**DATA**.
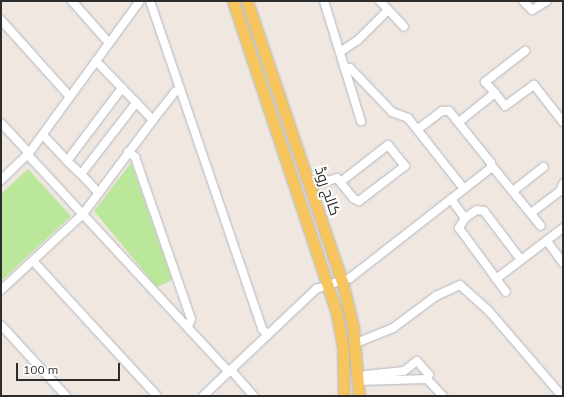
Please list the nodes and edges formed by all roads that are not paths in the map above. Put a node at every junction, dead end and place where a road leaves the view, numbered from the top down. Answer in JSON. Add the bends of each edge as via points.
{"nodes":[{"id":1,"x":72,"y":1,"type":"edge"},
{"id":2,"x":140,"y":1,"type":"edge"},
{"id":3,"x":150,"y":1,"type":"edge"},
{"id":4,"x":233,"y":1,"type":"edge"},
{"id":5,"x":247,"y":1,"type":"edge"},
{"id":6,"x":324,"y":1,"type":"edge"},
{"id":7,"x":380,"y":1,"type":"edge"},
{"id":8,"x":523,"y":1,"type":"edge"},
{"id":9,"x":547,"y":1,"type":"edge"},
{"id":10,"x":388,"y":10,"type":"junction"},
{"id":11,"x":1,"y":20,"type":"edge"},
{"id":12,"x":404,"y":27,"type":"dead end"},
{"id":13,"x":109,"y":43,"type":"junction"},
{"id":14,"x":525,"y":51,"type":"dead end"},
{"id":15,"x":340,"y":52,"type":"junction"},
{"id":16,"x":96,"y":61,"type":"junction"},
{"id":17,"x":344,"y":68,"type":"junction"},
{"id":18,"x":122,"y":88,"type":"junction"},
{"id":19,"x":180,"y":89,"type":"junction"},
{"id":20,"x":495,"y":93,"type":"junction"},
{"id":21,"x":70,"y":97,"type":"junction"},
{"id":22,"x":136,"y":103,"type":"junction"},
{"id":23,"x":152,"y":120,"type":"junction"},
{"id":24,"x":361,"y":121,"type":"dead end"},
{"id":25,"x":459,"y":122,"type":"junction"},
{"id":26,"x":563,"y":122,"type":"edge"},
{"id":27,"x":1,"y":123,"type":"edge"},
{"id":28,"x":418,"y":129,"type":"junction"},
{"id":29,"x":43,"y":135,"type":"junction"},
{"id":30,"x":128,"y":152,"type":"junction"},
{"id":31,"x":28,"y":154,"type":"junction"},
{"id":32,"x":67,"y":160,"type":"junction"},
{"id":33,"x":492,"y":166,"type":"junction"},
{"id":34,"x":544,"y":167,"type":"dead end"},
{"id":35,"x":81,"y":174,"type":"junction"},
{"id":36,"x":1,"y":180,"type":"edge"},
{"id":37,"x":342,"y":181,"type":"junction"},
{"id":38,"x":563,"y":184,"type":"edge"},
{"id":39,"x":311,"y":186,"type":"junction"},
{"id":40,"x":464,"y":189,"type":"junction"},
{"id":41,"x":513,"y":191,"type":"junction"},
{"id":42,"x":99,"y":193,"type":"junction"},
{"id":43,"x":451,"y":199,"type":"junction"},
{"id":44,"x":530,"y":213,"type":"junction"},
{"id":45,"x":83,"y":214,"type":"junction"},
{"id":46,"x":465,"y":218,"type":"junction"},
{"id":47,"x":541,"y":226,"type":"dead end"},
{"id":48,"x":563,"y":228,"type":"edge"},
{"id":49,"x":547,"y":241,"type":"junction"},
{"id":50,"x":521,"y":260,"type":"junction"},
{"id":51,"x":33,"y":261,"type":"junction"},
{"id":52,"x":563,"y":263,"type":"edge"},
{"id":53,"x":496,"y":279,"type":"junction"},
{"id":54,"x":342,"y":281,"type":"junction"},
{"id":55,"x":329,"y":285,"type":"junction"},
{"id":56,"x":1,"y":290,"type":"edge"},
{"id":57,"x":506,"y":292,"type":"dead end"},
{"id":58,"x":1,"y":325,"type":"edge"},
{"id":59,"x":188,"y":327,"type":"junction"},
{"id":60,"x":268,"y":335,"type":"junction"},
{"id":61,"x":356,"y":343,"type":"junction"},
{"id":62,"x":230,"y":371,"type":"junction"},
{"id":63,"x":358,"y":378,"type":"junction"},
{"id":64,"x":427,"y":379,"type":"junction"},
{"id":65,"x":66,"y":396,"type":"edge"},
{"id":66,"x":157,"y":396,"type":"edge"},
{"id":67,"x":203,"y":396,"type":"edge"},
{"id":68,"x":254,"y":396,"type":"edge"},
{"id":69,"x":344,"y":396,"type":"edge"},
{"id":70,"x":359,"y":396,"type":"edge"},
{"id":71,"x":443,"y":396,"type":"edge"},
{"id":72,"x":562,"y":396,"type":"edge"}],
"edges":[{"from":1,"to":13,"type":"street"},
{"from":2,"to":13,"type":"street"},
{"from":3,"to":19,"type":"street"},
{"from":4,"to":55,"type":"main road","name":"کالج روڈ"},
{"from":5,"to":39,"type":"main road","name":"کالج روڈ"},
{"from":6,"to":15,"type":"street"},
{"from":7,"to":10,"type":"street"},
{"from":8,"to":9,"type":"street","via":[[532,10]]},
{"from":10,"to":12,"type":"street"},
{"from":10,"to":15,"type":"street","via":[[358,40]]},
{"from":11,"to":21,"type":"street"},
{"from":13,"to":16,"type":"street"},
{"from":14,"to":20,"type":"street","via":[[485,82]]},
{"from":15,"to":17,"type":"street"},
{"from":16,"to":18,"type":"street"},
{"from":16,"to":21,"type":"street"},
{"from":17,"to":24,"type":"street"},
{"from":17,"to":28,"type":"street","via":[[350,68],[392,112],[408,118]]},
{"from":18,"to":22,"type":"street"},
{"from":18,"to":32,"type":"street"},
{"from":19,"to":23,"type":"street"},
{"from":19,"to":60,"type":"street","via":[[262,329]]},
{"from":20,"to":25,"type":"street"},
{"from":20,"to":26,"type":"street","via":[[506,106],[534,86]]},
{"from":21,"to":29,"type":"street"},
{"from":22,"to":23,"type":"street"},
{"from":22,"to":35,"type":"street"},
{"from":23,"to":30,"type":"street"},
{"from":25,"to":28,"type":"street","via":[[449,110],[444,110]]},
{"from":25,"to":33,"type":"street"},
{"from":27,"to":31,"type":"street"},
{"from":28,"to":40,"type":"street"},
{"from":29,"to":31,"type":"street"},
{"from":29,"to":32,"type":"street"},
{"from":30,"to":42,"type":"street"},
{"from":30,"to":59,"type":"street","via":[[136,157],[186,304],[190,319]]},
{"from":31,"to":36,"type":"street"},
{"from":31,"to":45,"type":"street"},
{"from":32,"to":35,"type":"street"},
{"from":33,"to":40,"type":"street"},
{"from":33,"to":41,"type":"street"},
{"from":34,"to":41,"type":"street"},
{"from":35,"to":42,"type":"street"},
{"from":37,"to":37,"type":"street","via":[[353,198],[359,201],[405,166],[388,144]]},
{"from":37,"to":39,"type":"street","via":[[335,178]]},
{"from":38,"to":44,"type":"street","via":[[560,191]]},
{"from":39,"to":54,"type":"main road","name":"کالج روڈ"},
{"from":40,"to":43,"type":"street"},
{"from":41,"to":44,"type":"street"},
{"from":42,"to":45,"type":"street"},
{"from":43,"to":46,"type":"street"},
{"from":43,"to":54,"type":"street","via":[[350,278]]},
{"from":44,"to":47,"type":"street"},
{"from":45,"to":51,"type":"street"},
{"from":45,"to":59,"type":"street"},
{"from":46,"to":50,"type":"street","via":[[477,210],[484,212]]},
{"from":46,"to":53,"type":"street","via":[[459,228]]},
{"from":48,"to":49,"type":"street"},
{"from":49,"to":50,"type":"street"},
{"from":49,"to":52,"type":"street"},
{"from":50,"to":53,"type":"street"},
{"from":51,"to":56,"type":"street"},
{"from":51,"to":66,"type":"street"},
{"from":53,"to":57,"type":"street"},
{"from":54,"to":55,"type":"street"},
{"from":54,"to":61,"type":"main road","name":"کالج روڈ"},
{"from":55,"to":60,"type":"street","via":[[316,289]]},
{"from":55,"to":69,"type":"main road","name":"کالج روڈ","via":[[342,340]]},
{"from":58,"to":65,"type":"street"},
{"from":59,"to":62,"type":"street"},
{"from":60,"to":62,"type":"street"},
{"from":61,"to":63,"type":"main road","name":"کالج روڈ"},
{"from":61,"to":72,"type":"street","via":[[393,328],[436,296],[460,285],[488,310]]},
{"from":62,"to":67,"type":"street"},
{"from":62,"to":68,"type":"street"},
{"from":63,"to":64,"type":"street"},
{"from":63,"to":64,"type":"street","via":[[399,372],[417,361],[429,375]]},
{"from":63,"to":70,"type":"main road","name":"کالج روڈ"},
{"from":64,"to":71,"type":"street"}]}
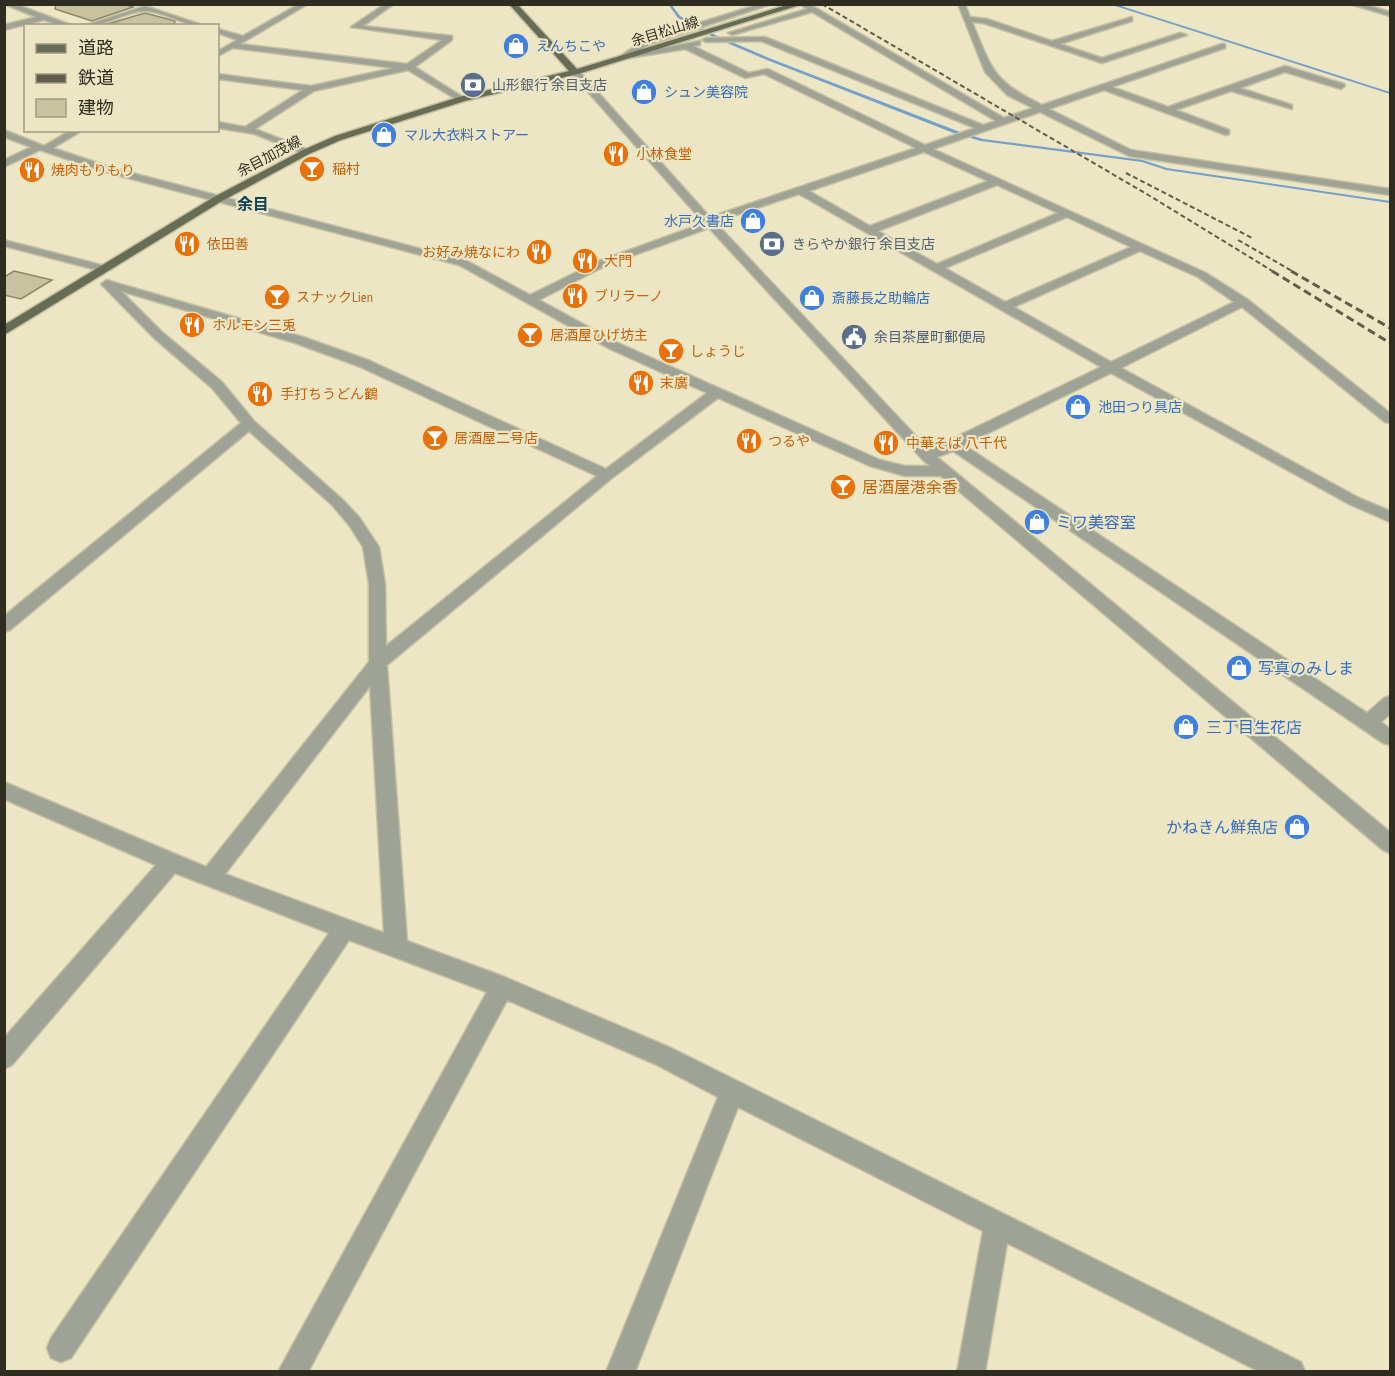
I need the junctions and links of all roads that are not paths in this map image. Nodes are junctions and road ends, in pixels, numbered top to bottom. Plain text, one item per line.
1 (304, 4) edge
2 (391, 4) edge
3 (512, 4) edge
4 (769, 4) edge
5 (803, 4) edge
6 (961, 4) edge
7 (1353, 4) edge
8 (796, 5) edge
9 (11, 6) edge
10 (812, 10) junction
11 (1390, 14) edge
12 (45, 17) junction
13 (967, 19) junction
14 (1129, 19) dead end
15 (64, 24) edge
16 (94, 24) edge
17 (195, 24) edge
18 (4, 28) edge
19 (219, 31) edge
20 (1183, 35) dead end
21 (244, 39) junction
22 (706, 40) junction
23 (1052, 44) junction
24 (233, 46) junction
25 (686, 46) junction
26 (1222, 46) dead end
27 (219, 53) edge
28 (623, 57) junction
29 (409, 67) junction
30 (575, 72) junction
31 (219, 76) edge
32 (1341, 86) dead end
33 (1105, 87) junction
34 (1231, 88) junction
35 (311, 89) junction
36 (462, 99) junction
37 (1289, 107) dead end
38 (1039, 109) junction
39 (1168, 110) junction
40 (1002, 121) junction
41 (219, 125) edge
42 (982, 128) junction
43 (247, 130) junction
44 (74, 132) edge
45 (1226, 132) dead end
46 (4, 133) edge
47 (42, 148) junction
48 (925, 149) junction
49 (306, 152) junction
50 (4, 164) edge
51 (996, 182) junction
52 (801, 191) junction
53 (1390, 192) edge
54 (218, 199) junction
55 (1066, 214) junction
56 (710, 223) junction
57 (870, 230) junction
58 (4, 243) edge
59 (1139, 247) junction
60 (936, 268) junction
61 (106, 277) junction
62 (90, 279) joint
63 (529, 300) junction
64 (1243, 302) junction
65 (1005, 307) junction
66 (4, 331) edge
67 (1110, 367) junction
68 (717, 393) junction
69 (1390, 419) edge
70 (249, 424) junction
71 (954, 445) junction
72 (927, 456) junction
73 (944, 471) junction
74 (607, 475) junction
75 (1390, 517) edge
76 (4, 626) edge
77 (378, 663) junction
78 (1390, 703) edge
79 (1368, 723) junction
80 (1390, 738) edge
81 (4, 790) edge
82 (1390, 844) edge
83 (172, 861) junction
84 (210, 878) junction
85 (345, 928) junction
86 (396, 947) junction
87 (502, 987) junction
88 (4, 1057) edge
89 (732, 1092) junction
90 (998, 1224) junction
91 (61, 1348) dead end
92 (292, 1371) edge
93 (620, 1371) edge
94 (971, 1371) edge
95 (1291, 1371) edge

1 - 21 street
2 - 29 street
3 - 30 main road
4 - 28 street
5 - 10 street
6 - 13 street
7 - 11 street
8 - 28 main road, 余目松山線
9 - 12 street
10 - 22 street
10 - 40 street
12 - 15 street
12 - 18 street
13 - 23 street
13 - 38 street
14 - 23 street
16 - 17 street
19 - 21 street
20 - 23 street
21 - 24 street
22 - 25 street
22 - 42 street
24 - 27 street
24 - 29 street
25 - 28 street
25 - 48 street
26 - 33 street
28 - 30 main road, 余目松山線
29 - 35 street
29 - 36 street
30 - 36 main road, 余目加茂線
30 - 56 street
31 - 35 street
32 - 34 street
33 - 38 street
33 - 39 street
34 - 37 street
34 - 39 street
35 - 43 street
36 - 49 main road, 余目加茂線
38 - 40 street
38 - 53 street
39 - 45 street
40 - 42 street
41 - 43 street
42 - 48 street
43 - 49 street
44 - 47 street
46 - 47 street
47 - 50 street
47 - 54 street
48 - 51 street
48 - 52 street
49 - 54 main road, 余目加茂線
51 - 55 street
51 - 57 street
52 - 56 street
52 - 57 street
54 - 61 main road, 余目加茂線
54 - 63 street
55 - 59 street
55 - 60 street
56 - 63 street
56 - 72 street
57 - 60 street
58 - 61 street
59 - 64 street
59 - 65 street
60 - 65 street
61 - 62 street
61 - 70 street
61 - 74 street
62 - 66 main road
63 - 68 street
64 - 67 street
64 - 69 street
65 - 67 street
67 - 71 street
67 - 75 street
68 - 73 street
68 - 74 street
70 - 76 street
70 - 77 street
71 - 72 street
71 - 79 street
72 - 73 street
73 - 82 street
74 - 77 street
77 - 84 street
77 - 86 street
78 - 79 street
79 - 80 street
81 - 83 street
83 - 84 street
83 - 88 street
84 - 85 street
85 - 86 street
85 - 91 street
86 - 87 street
87 - 89 street
87 - 92 street
89 - 90 street
89 - 93 street
90 - 94 street
90 - 95 street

**PROBLEM DETAILS**.
Which lines of the data include the string "余目松山線"? Copy each of them.

**SOLUTION FOR THIS TASK**.
8 - 28 main road, 余目松山線
28 - 30 main road, 余目松山線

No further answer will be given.